EXERCISE AIM = After reading each line of the entries, give the number of lines that contain "main" and nothing else.

RECORDS FOR THIS TASK =
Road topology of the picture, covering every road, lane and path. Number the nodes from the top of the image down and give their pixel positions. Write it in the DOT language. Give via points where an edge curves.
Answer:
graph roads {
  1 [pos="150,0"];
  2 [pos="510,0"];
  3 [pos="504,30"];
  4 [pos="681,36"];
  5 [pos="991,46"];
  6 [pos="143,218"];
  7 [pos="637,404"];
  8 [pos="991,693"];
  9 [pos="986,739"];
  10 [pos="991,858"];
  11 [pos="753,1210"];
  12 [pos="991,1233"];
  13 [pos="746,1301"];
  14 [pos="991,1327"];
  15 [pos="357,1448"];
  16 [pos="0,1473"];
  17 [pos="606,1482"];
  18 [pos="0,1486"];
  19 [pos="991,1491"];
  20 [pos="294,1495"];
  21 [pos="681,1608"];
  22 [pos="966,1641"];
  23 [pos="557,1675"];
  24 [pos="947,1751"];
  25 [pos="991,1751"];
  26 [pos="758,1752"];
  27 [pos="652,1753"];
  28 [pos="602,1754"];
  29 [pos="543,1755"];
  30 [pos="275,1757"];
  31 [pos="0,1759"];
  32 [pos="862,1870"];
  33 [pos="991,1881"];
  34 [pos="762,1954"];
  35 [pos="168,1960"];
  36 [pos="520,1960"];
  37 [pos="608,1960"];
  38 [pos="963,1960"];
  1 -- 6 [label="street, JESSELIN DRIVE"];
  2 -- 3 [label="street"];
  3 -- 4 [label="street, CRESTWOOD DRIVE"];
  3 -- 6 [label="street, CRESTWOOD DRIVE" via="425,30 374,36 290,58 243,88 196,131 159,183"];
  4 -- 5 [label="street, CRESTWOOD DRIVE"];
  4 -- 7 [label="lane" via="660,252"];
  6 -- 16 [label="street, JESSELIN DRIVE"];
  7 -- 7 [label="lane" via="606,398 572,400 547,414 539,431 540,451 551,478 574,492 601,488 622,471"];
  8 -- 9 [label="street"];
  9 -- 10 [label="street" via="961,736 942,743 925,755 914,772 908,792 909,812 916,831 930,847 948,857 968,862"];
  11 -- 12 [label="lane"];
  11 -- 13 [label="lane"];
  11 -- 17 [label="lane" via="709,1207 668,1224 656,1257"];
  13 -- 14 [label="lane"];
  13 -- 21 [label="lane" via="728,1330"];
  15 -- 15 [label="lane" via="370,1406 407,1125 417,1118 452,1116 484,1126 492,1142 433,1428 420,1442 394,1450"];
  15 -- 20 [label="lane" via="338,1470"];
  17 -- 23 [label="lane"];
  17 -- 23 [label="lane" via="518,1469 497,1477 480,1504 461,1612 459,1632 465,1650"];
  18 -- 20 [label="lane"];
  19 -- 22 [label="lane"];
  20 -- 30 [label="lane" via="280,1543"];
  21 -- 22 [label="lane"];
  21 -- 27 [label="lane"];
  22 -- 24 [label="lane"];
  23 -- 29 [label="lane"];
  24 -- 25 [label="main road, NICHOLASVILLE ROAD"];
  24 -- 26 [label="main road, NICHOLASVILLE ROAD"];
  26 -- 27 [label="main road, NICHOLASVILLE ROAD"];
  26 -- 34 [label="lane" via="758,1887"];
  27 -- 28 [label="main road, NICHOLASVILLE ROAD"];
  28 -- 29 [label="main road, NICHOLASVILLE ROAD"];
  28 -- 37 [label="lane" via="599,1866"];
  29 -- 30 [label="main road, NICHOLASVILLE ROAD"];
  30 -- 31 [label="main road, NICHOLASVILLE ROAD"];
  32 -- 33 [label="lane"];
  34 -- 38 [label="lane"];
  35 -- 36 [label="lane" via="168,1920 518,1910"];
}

RESPONSE = 7